We retrospectively reviewed 47 patients with traumatic splenic injuries using by electronic medical records from Jan. 2007 and Dec. 2011. Splenic injuries were classified according to the American Association for the Surgery of Trauma (AAST) grading system.
There were 11 falls, 11 traffic accidents, 10 motorcylcle accidents, 10 pedestrian accidents and 5 abdominal blunt traumas. Low-grade injured patients (< or =Grade III) were 29 of 43(61.7%), and High-grade injured patients (> or =Grade IV) were 18 of 43(38.3%). In 34 patients, non-surgical treatment was performed, and 14 patients underwent a splenectomy.
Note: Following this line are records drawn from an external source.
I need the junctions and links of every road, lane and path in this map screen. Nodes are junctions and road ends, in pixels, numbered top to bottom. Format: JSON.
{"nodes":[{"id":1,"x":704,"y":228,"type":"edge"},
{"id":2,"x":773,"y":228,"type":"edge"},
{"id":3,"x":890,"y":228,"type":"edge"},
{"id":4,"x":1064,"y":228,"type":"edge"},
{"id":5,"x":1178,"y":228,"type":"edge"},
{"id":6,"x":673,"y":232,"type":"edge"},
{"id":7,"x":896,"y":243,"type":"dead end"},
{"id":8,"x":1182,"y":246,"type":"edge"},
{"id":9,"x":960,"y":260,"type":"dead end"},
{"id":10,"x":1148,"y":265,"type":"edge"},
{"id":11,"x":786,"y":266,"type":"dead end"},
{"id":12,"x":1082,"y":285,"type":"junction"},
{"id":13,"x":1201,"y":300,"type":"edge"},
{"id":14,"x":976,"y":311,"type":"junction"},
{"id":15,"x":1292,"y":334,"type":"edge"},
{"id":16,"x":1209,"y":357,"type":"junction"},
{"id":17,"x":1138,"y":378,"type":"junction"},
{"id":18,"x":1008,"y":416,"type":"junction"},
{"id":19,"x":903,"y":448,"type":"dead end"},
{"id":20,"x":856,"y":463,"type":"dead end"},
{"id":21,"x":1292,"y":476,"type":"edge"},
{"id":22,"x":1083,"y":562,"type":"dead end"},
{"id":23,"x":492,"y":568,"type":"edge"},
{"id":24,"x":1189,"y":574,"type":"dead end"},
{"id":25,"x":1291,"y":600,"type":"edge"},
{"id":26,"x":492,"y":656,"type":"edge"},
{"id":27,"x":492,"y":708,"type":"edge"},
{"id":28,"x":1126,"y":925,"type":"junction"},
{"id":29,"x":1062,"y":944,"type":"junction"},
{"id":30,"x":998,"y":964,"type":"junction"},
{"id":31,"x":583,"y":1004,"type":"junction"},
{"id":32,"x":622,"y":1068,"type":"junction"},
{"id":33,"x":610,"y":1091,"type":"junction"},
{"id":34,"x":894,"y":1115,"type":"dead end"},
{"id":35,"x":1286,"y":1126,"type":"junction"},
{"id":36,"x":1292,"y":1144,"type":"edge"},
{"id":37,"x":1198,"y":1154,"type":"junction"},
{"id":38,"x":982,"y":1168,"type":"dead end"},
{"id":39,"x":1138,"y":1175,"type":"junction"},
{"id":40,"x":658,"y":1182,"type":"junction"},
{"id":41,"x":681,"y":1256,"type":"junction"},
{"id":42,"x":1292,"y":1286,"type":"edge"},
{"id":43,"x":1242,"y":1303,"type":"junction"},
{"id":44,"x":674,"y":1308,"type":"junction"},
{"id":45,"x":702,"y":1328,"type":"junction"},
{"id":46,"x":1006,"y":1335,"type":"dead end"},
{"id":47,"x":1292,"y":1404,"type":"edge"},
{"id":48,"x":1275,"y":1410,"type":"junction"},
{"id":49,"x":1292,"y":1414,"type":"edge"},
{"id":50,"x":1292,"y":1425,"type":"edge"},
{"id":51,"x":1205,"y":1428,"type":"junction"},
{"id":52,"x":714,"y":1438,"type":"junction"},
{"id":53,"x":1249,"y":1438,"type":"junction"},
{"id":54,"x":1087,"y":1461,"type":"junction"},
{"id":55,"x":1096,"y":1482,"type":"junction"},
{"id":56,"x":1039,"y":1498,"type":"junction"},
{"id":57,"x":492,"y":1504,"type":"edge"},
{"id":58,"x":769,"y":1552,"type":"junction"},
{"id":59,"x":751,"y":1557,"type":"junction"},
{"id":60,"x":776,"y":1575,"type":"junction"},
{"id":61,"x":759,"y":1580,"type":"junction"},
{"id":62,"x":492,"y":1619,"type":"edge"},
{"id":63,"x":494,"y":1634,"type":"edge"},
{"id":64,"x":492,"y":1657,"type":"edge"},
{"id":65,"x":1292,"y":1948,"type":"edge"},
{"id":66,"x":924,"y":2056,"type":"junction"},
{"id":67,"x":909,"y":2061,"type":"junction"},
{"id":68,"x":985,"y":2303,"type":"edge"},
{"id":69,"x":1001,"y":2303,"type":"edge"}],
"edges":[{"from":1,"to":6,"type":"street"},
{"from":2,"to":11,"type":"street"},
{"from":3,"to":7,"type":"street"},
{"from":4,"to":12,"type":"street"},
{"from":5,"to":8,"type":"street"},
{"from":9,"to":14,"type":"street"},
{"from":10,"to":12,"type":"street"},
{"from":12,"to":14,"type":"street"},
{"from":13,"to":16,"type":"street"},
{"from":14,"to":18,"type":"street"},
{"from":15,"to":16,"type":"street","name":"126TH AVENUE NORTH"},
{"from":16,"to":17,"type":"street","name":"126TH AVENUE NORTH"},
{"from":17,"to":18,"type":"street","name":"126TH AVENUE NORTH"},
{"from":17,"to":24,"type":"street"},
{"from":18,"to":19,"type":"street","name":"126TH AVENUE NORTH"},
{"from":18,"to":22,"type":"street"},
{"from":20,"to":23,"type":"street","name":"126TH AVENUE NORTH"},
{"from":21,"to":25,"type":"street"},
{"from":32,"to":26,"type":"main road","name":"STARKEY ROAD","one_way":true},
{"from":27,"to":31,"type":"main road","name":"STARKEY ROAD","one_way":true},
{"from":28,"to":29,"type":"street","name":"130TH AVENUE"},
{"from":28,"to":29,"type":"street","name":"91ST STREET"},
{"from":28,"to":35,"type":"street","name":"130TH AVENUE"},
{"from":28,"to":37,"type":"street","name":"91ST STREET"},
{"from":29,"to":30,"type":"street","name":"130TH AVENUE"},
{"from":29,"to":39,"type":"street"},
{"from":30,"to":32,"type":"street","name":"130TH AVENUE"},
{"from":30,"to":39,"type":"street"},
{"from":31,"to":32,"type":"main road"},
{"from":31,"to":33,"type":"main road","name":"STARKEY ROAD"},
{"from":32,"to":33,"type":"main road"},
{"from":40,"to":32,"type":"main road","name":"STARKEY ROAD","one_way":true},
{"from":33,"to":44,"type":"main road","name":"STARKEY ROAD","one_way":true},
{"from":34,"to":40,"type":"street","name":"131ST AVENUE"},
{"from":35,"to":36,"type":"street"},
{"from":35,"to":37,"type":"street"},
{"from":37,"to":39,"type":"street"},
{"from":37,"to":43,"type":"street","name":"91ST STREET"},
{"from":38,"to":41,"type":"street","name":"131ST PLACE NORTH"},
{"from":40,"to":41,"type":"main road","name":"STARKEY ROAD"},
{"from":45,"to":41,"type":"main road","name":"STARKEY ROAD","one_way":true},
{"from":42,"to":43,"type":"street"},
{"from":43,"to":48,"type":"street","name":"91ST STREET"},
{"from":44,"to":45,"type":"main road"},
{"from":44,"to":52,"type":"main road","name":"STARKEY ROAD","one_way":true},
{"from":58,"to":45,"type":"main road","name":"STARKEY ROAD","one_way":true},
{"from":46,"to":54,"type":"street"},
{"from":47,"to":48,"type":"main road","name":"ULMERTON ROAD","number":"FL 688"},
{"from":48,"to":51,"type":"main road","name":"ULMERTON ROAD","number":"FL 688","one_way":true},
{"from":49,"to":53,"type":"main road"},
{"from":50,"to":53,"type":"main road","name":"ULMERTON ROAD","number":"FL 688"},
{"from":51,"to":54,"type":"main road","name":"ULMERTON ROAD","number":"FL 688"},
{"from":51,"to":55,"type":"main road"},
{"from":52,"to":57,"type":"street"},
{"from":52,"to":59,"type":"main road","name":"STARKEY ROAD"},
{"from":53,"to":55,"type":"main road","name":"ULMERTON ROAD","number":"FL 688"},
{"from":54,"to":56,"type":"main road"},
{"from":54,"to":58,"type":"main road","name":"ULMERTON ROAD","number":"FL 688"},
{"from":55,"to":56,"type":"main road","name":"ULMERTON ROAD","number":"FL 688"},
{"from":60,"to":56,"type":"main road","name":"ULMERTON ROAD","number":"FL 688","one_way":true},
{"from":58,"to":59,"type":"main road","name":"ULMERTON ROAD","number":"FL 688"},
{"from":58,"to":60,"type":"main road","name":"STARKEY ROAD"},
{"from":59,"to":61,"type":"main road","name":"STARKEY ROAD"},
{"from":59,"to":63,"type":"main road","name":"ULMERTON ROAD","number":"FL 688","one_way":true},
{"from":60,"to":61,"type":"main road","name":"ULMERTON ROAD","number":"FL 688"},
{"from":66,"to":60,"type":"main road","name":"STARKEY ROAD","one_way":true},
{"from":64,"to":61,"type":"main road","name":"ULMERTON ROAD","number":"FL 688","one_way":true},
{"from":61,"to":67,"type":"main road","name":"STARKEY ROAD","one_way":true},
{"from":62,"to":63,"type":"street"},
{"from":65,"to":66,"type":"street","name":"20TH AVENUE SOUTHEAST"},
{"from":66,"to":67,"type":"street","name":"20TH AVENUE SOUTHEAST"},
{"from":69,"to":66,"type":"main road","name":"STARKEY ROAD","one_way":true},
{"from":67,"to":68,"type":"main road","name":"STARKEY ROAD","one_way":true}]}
There were relatively more high-grade in older patients, and the highgrade-injury group showed need for a transfusion (p=0.002), more need for a splenectomy (p<0.001), a longer mean hospital stay (p=0.036), a longer ICU stay (p=0.045) and more combined organ injury (p=0.036).
Conservative treatment should be considered in low-grade-injury patients (< or =Grade III). A Splenectomy was performed on 56% of the patients with Grade IV injuries, so a splenectomy should be considered carefully in such patients. In patients with a grade V injury, we think surgical treatment may be needed.